807013 - Use DKIM on mozilla's smtps

Status: NEW

(Infrastructure & Operations :: Infrastructure: Mail, task)

Description

[Guillaume Destuynder [:kang] [this account is no longer active]]

SPF bug: https://bugzilla.mozilla.org/show_bug.cgi?id=240169  it also includes some information about DKIM.
This is the DKIM bug.  Summary:

Key should be 1024bit or higher (1024 recommended as higher may break some dns resolution of some MTAs)
selectors may include the key generation date, so that we're able to refresh the key every X month.
Different smtps may have different selectors (and thus keys), for example the smtp used by human users to send emails vs the smtps used by internal hosts to send emails

Comment 1

[Ed Morley [:emorley]]

Is this something that will be easier for us to do, once we switch to Google Apps? :-)

Comment 2

[Dave Miller [:justdave]]

(In reply to Ed Morley (moved to Treeherder) [:edmorley] from comment #1)
> Is this something that will be easier for us to do, once we switch to Google
> Apps? :-)

It'll probably be harder because the mail coming out of apps will probably get signed by Google.  But I don't know for sure, they might let us supply our own key in Enterprise Apps.  Certainly something to check on.

Comment 3

[Ed Morley [:emorley]]

I've just read up a bit more on this, and it appears that whilst you cannot specify your own key within Google Apps (https://support.google.com/a/answer/174126), you can have multiple DKIM keys specified in DNS, differentiated by TXT record name, and then the signed mail refers to which key should be used. So this should still be doable after all :-)

See:
http://dkim.org/specs/draft-ietf-dkim-deployment-11.html#rfc.section.4.1
http://www.dkim.org/info/dkim-faq.html#technical

Comment 4

[Ed Morley [:emorley]]

Or I could just have read comment 0 more thoroughly, oops.

Comment 5

[Ludovic Hirlimann [:Usul]]

(In reply to Ed Morley (away until 3rd Jan) [:edmorley] from comment #3)
> I've just read up a bit more on this, and it appears that whilst you cannot
> specify your own key within Google Apps
> (https://support.google.com/a/answer/174126), you can have multiple DKIM
> keys specified in DNS, differentiated by TXT record name, and then the
> signed mail refers to which key should be used. So this should still be
> doable after all :-)
I used it for my own domain and it was nice. So ++ for enabling it in gapps.

Comment 6

[Ed Morley [:emorley]]

Could we make this infra-group bug open or at least mozilla-employee? There's nothing confidential in it at the moment, and I imagine most work would occur in dep bugs. It's just I've linked to here from a Yammer thread, but only after realised that most people won't be able to view the bug.

Comment 7

[Ed Morley [:emorley]]

Is this bug for both "enable DKIM on the Mozilla google apps account" and "enable DKIM on Mozilla's own SMTP server"? If we do the latter, does that cover bugzilla.mozilla.org bugmails too?

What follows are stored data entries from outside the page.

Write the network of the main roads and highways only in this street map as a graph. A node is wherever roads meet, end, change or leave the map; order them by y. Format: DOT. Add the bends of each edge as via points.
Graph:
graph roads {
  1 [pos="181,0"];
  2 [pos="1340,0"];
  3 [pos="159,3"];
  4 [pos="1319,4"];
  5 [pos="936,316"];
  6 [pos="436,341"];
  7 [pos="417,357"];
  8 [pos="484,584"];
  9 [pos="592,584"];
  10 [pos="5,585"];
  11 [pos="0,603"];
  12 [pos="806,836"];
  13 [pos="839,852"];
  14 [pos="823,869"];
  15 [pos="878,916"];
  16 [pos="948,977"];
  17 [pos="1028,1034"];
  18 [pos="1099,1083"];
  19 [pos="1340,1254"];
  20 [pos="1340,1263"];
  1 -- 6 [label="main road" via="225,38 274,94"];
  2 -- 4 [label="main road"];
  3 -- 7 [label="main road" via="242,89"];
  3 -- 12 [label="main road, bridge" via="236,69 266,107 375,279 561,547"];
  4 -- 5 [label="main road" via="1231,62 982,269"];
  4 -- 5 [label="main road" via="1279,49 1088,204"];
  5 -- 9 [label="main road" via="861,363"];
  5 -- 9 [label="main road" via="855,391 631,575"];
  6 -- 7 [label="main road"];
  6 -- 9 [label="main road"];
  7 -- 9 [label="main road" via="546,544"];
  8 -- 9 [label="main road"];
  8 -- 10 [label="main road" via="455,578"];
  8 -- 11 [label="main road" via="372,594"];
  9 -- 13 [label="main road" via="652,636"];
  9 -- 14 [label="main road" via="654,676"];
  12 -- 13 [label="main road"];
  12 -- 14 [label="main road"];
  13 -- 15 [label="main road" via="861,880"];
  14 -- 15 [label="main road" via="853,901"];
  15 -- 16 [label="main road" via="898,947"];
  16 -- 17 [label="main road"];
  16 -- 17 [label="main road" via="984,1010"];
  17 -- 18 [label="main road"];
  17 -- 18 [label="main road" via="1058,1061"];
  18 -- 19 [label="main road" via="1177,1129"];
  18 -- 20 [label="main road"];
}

The reason I'm interested in this bug is that to fix bug 1102364 and bug 1100476, we have to meet the Google requirements for using the action buttons, one of which is "emails are sent with SPF or DKIM enabled".

Comment 8

[Ed Morley [:emorley]]

(In reply to Ed Morley [:edmorley] from comment #7)
> Is this bug for both "enable DKIM on the Mozilla google apps account" and
> "enable DKIM on Mozilla's own SMTP server"? If we do the latter, does that
> cover bugzilla.mozilla.org bugmails too?
> 
> The reason I'm interested in this bug is that to fix bug 1102364 and bug
> 1100476, we have to meet the Google requirements for using the action
> buttons, one of which is "emails are sent with SPF or DKIM enabled".